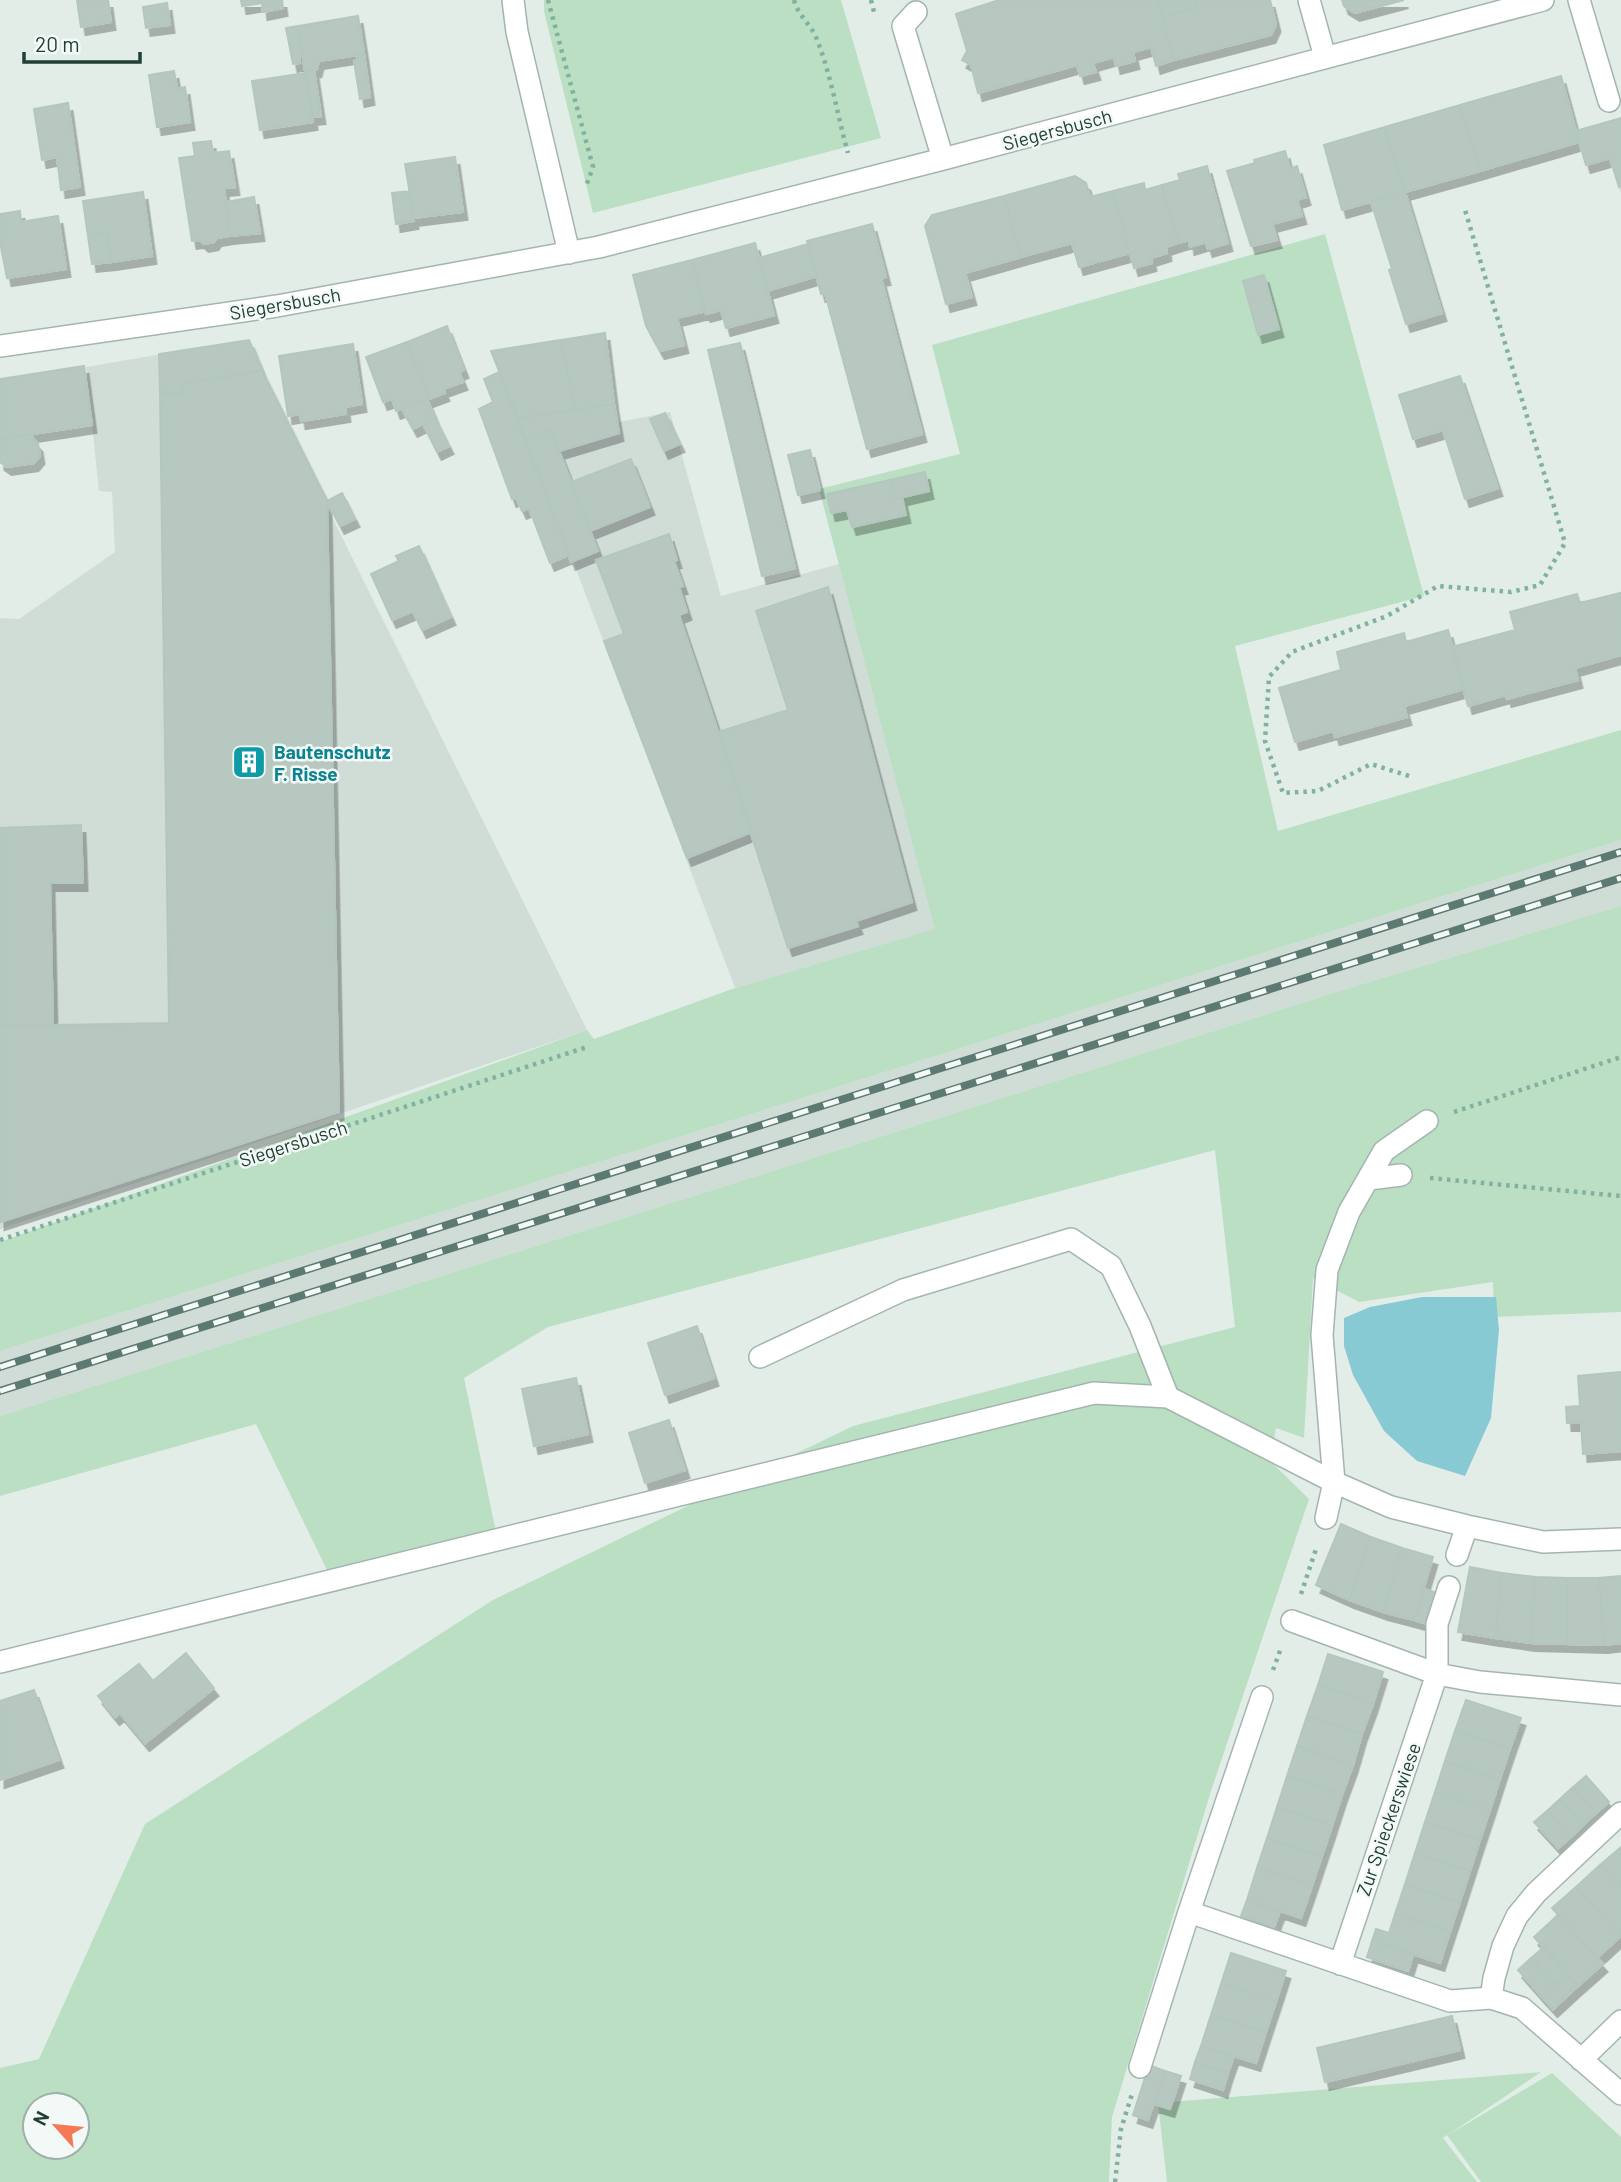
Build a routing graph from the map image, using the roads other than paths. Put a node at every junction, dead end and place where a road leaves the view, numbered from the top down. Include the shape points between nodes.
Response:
1 (513, 0) edge
2 (1309, 0) edge
3 (1543, 0) edge
4 (1579, 0) edge
5 (916, 12) dead end
6 (1325, 57) junction
7 (1609, 101) dead end
8 (943, 159) junction
9 (569, 253) junction
10 (0, 346) edge
11 (1427, 1122) road end
12 (1401, 1175) road end
13 (1368, 1179) junction
14 (760, 1357) dead end
15 (1168, 1397) junction
16 (1334, 1482) junction
17 (1326, 1518) dead end
18 (1467, 1526) junction
19 (1621, 1539) edge
20 (1457, 1555) dead end
21 (1449, 1587) dead end
22 (1292, 1621) dead end
23 (0, 1662) edge
24 (1437, 1674) junction
25 (1621, 1695) edge
26 (1262, 1696) dead end
27 (1621, 1813) edge
28 (1189, 1912) junction
29 (1339, 1964) junction
30 (1491, 1998) junction
31 (1621, 2021) edge
32 (1580, 2060) junction
33 (1140, 2067) dead end
34 (1621, 2094) edge

1 - 9 street
2 - 6 street
3 - 6 street, Siegersbusch
4 - 7 street
5 - 8 street via 903,26
6 - 8 street, Siegersbusch
8 - 9 street, Siegersbusch
9 - 10 street, Siegersbusch via 277,306
11 - 13 street via 1384,1151
12 - 13 street
13 - 16 street via 1349,1212 1327,1270 1322,1335
14 - 15 street via 903,1290 1071,1239 1111,1266
15 - 16 street
15 - 23 street via 1094,1393
16 - 17 street
16 - 18 street via 1391,1507
18 - 19 street via 1543,1542
18 - 20 street
21 - 24 street, Zur Spieckerswiese via 1437,1624
22 - 24 street
24 - 25 street
24 - 29 street, Zur Spieckerswiese
26 - 28 street
27 - 30 street via 1517,1916 1503,1946
28 - 29 street
28 - 33 street
29 - 30 street via 1450,2001
30 - 32 street via 1522,2008
31 - 32 street
32 - 34 street

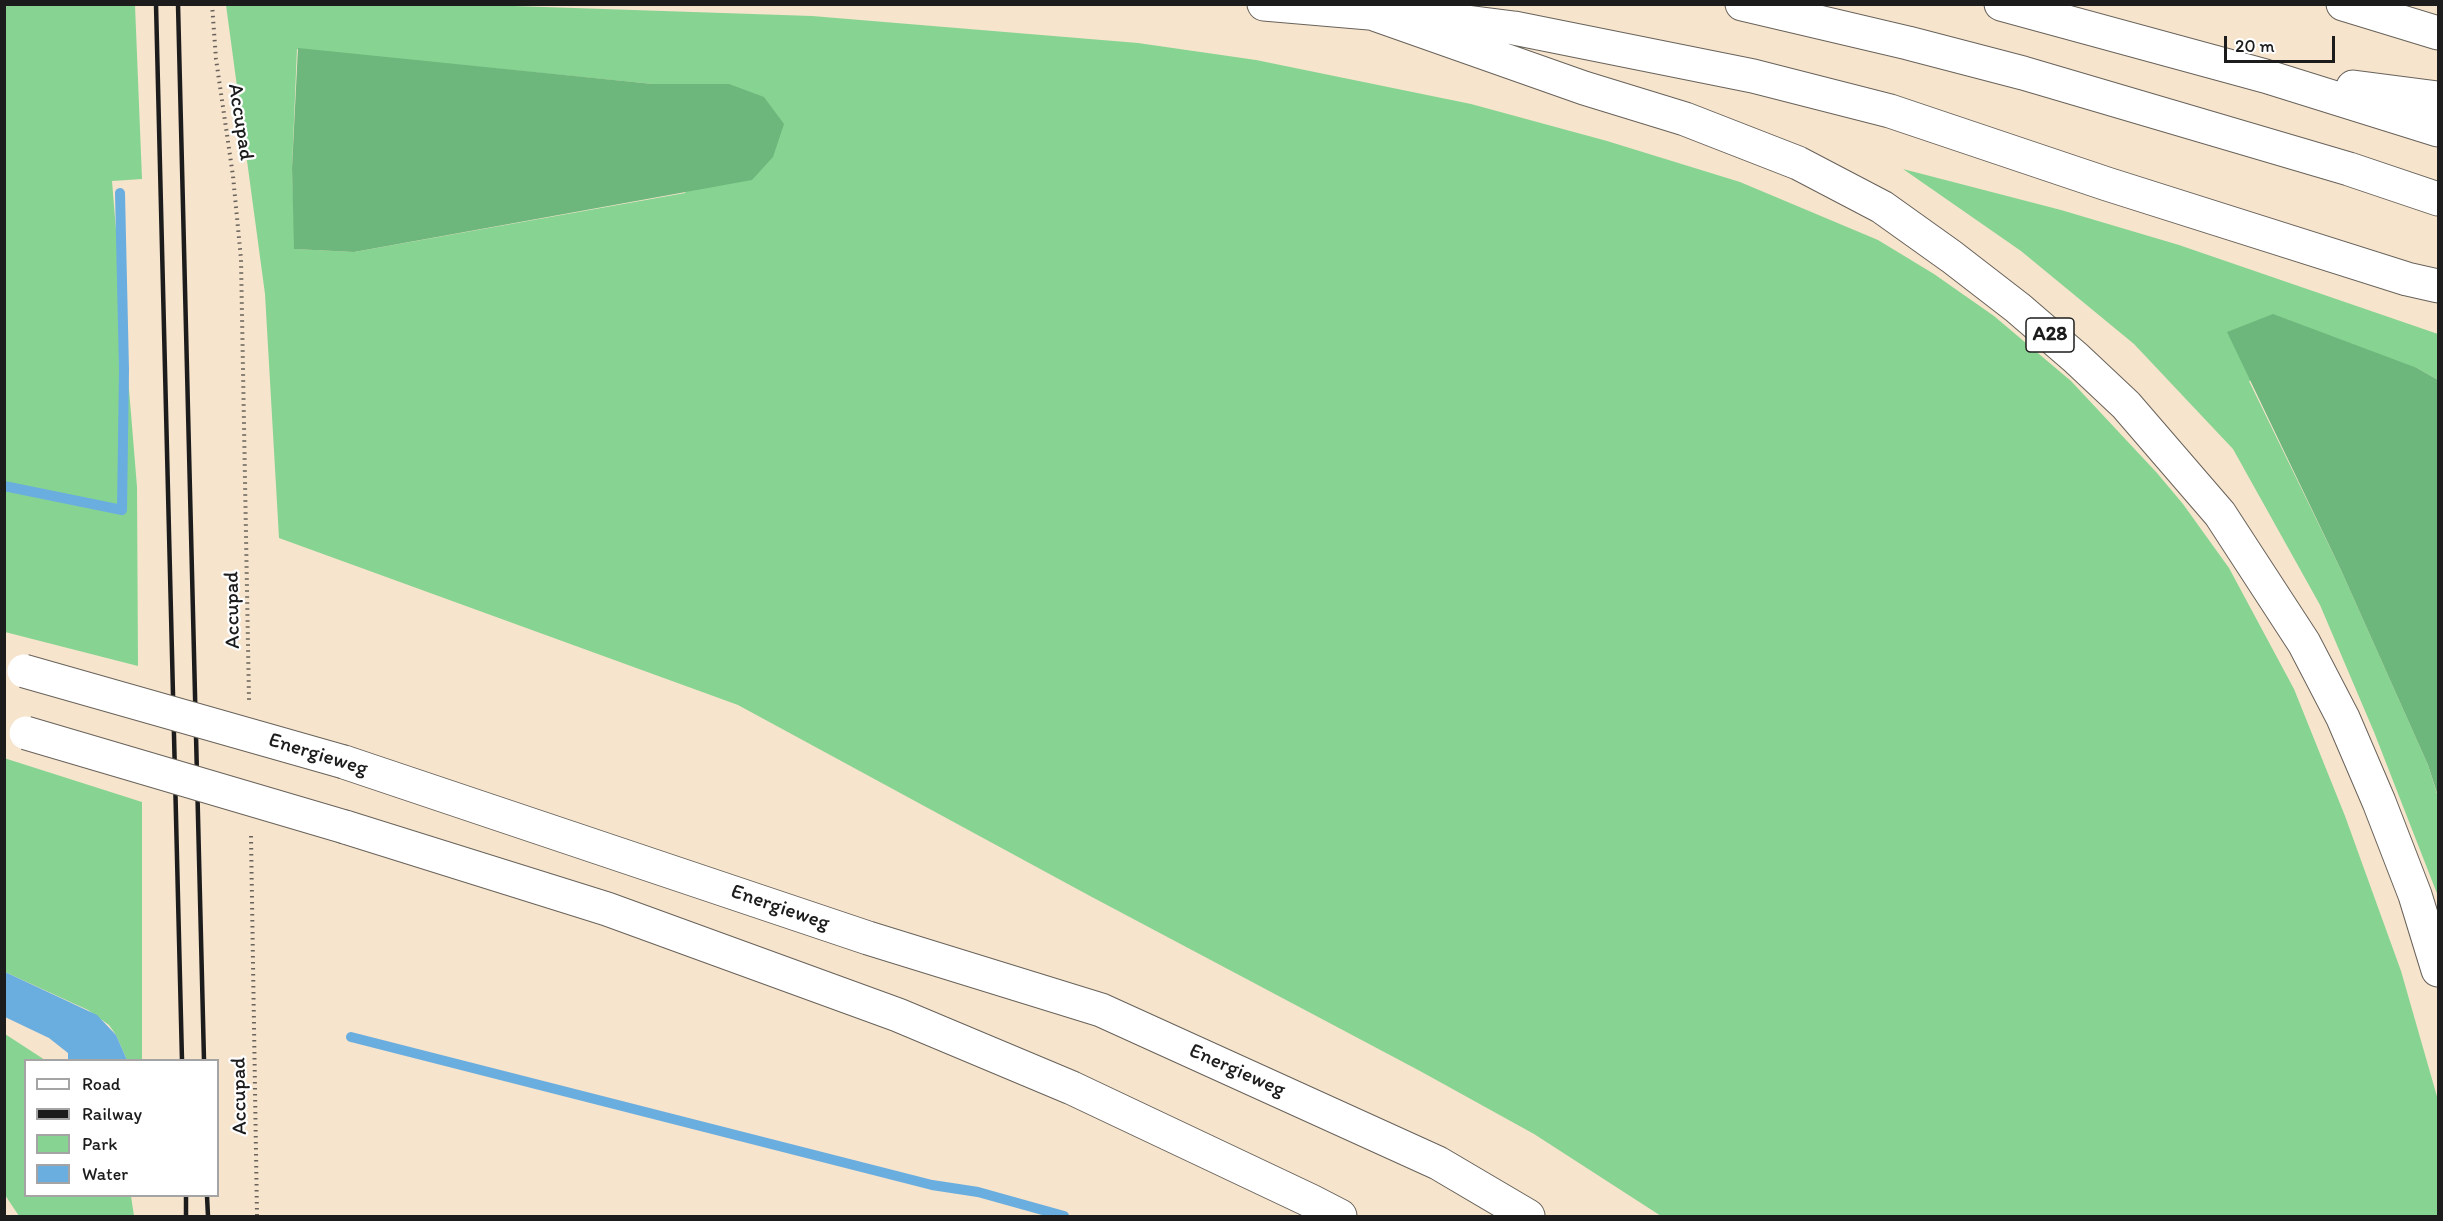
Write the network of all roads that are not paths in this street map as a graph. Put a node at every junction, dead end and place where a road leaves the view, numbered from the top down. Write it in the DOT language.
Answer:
graph roads {
  1 [pos="1264,4"];
  2 [pos="1742,4"];
  3 [pos="2001,4"];
  4 [pos="2343,4"];
  5 [pos="1374,14"];
  6 [pos="2439,33"];
  7 [pos="2265,76"];
  8 [pos="2439,98"];
  9 [pos="2439,130"];
  10 [pos="2439,199"];
  11 [pos="2439,286"];
  12 [pos="14,668"];
  13 [pos="15,730"];
  14 [pos="2439,970"];
  15 [pos="1340,1216"];
  16 [pos="1528,1216"];
  1 -- 5 [label="main road, A28"];
  2 -- 10 [label="main road"];
  3 -- 7 [label="main road"];
  4 -- 6 [label="main road"];
  5 -- 11 [label="main road, A28"];
  5 -- 14 [label="main road, A28"];
  7 -- 8 [label="main road"];
  7 -- 9 [label="main road"];
  12 -- 16 [label="main road, Energieweg, bridge"];
  13 -- 15 [label="main road, bridge"];
}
◆ ◆ ◆
_Directions:_
With the pictures set aside, write out the whole listing exactly.

_Output of the task:_
Build a routing graph from the map image, using the roads other than paths. Put a node at every junction, dead end and place where a road leaves the view, numbered from the top down. Include the shape points between nodes.
Response:
1 (513, 0) edge
2 (1309, 0) edge
3 (1543, 0) edge
4 (1579, 0) edge
5 (916, 12) dead end
6 (1325, 57) junction
7 (1609, 101) dead end
8 (943, 159) junction
9 (569, 253) junction
10 (0, 346) edge
11 (1427, 1122) road end
12 (1401, 1175) road end
13 (1368, 1179) junction
14 (760, 1357) dead end
15 (1168, 1397) junction
16 (1334, 1482) junction
17 (1326, 1518) dead end
18 (1467, 1526) junction
19 (1621, 1539) edge
20 (1457, 1555) dead end
21 (1449, 1587) dead end
22 (1292, 1621) dead end
23 (0, 1662) edge
24 (1437, 1674) junction
25 (1621, 1695) edge
26 (1262, 1696) dead end
27 (1621, 1813) edge
28 (1189, 1912) junction
29 (1339, 1964) junction
30 (1491, 1998) junction
31 (1621, 2021) edge
32 (1580, 2060) junction
33 (1140, 2067) dead end
34 (1621, 2094) edge

1 - 9 street
2 - 6 street
3 - 6 street, Siegersbusch
4 - 7 street
5 - 8 street via 903,26
6 - 8 street, Siegersbusch
8 - 9 street, Siegersbusch
9 - 10 street, Siegersbusch via 277,306
11 - 13 street via 1384,1151
12 - 13 street
13 - 16 street via 1349,1212 1327,1270 1322,1335
14 - 15 street via 903,1290 1071,1239 1111,1266
15 - 16 street
15 - 23 street via 1094,1393
16 - 17 street
16 - 18 street via 1391,1507
18 - 19 street via 1543,1542
18 - 20 street
21 - 24 street, Zur Spieckerswiese via 1437,1624
22 - 24 street
24 - 25 street
24 - 29 street, Zur Spieckerswiese
26 - 28 street
27 - 30 street via 1517,1916 1503,1946
28 - 29 street
28 - 33 street
29 - 30 street via 1450,2001
30 - 32 street via 1522,2008
31 - 32 street
32 - 34 street

Write the network of all roads that are not paths in this street map as a graph. Put a node at every junction, dead end and place where a road leaves the view, numbered from the top down. Write it in the DOT language.
Answer:
graph roads {
  1 [pos="1264,4"];
  2 [pos="1742,4"];
  3 [pos="2001,4"];
  4 [pos="2343,4"];
  5 [pos="1374,14"];
  6 [pos="2439,33"];
  7 [pos="2265,76"];
  8 [pos="2439,98"];
  9 [pos="2439,130"];
  10 [pos="2439,199"];
  11 [pos="2439,286"];
  12 [pos="14,668"];
  13 [pos="15,730"];
  14 [pos="2439,970"];
  15 [pos="1340,1216"];
  16 [pos="1528,1216"];
  1 -- 5 [label="main road, A28"];
  2 -- 10 [label="main road"];
  3 -- 7 [label="main road"];
  4 -- 6 [label="main road"];
  5 -- 11 [label="main road, A28"];
  5 -- 14 [label="main road, A28"];
  7 -- 8 [label="main road"];
  7 -- 9 [label="main road"];
  12 -- 16 [label="main road, Energieweg, bridge"];
  13 -- 15 [label="main road, bridge"];
}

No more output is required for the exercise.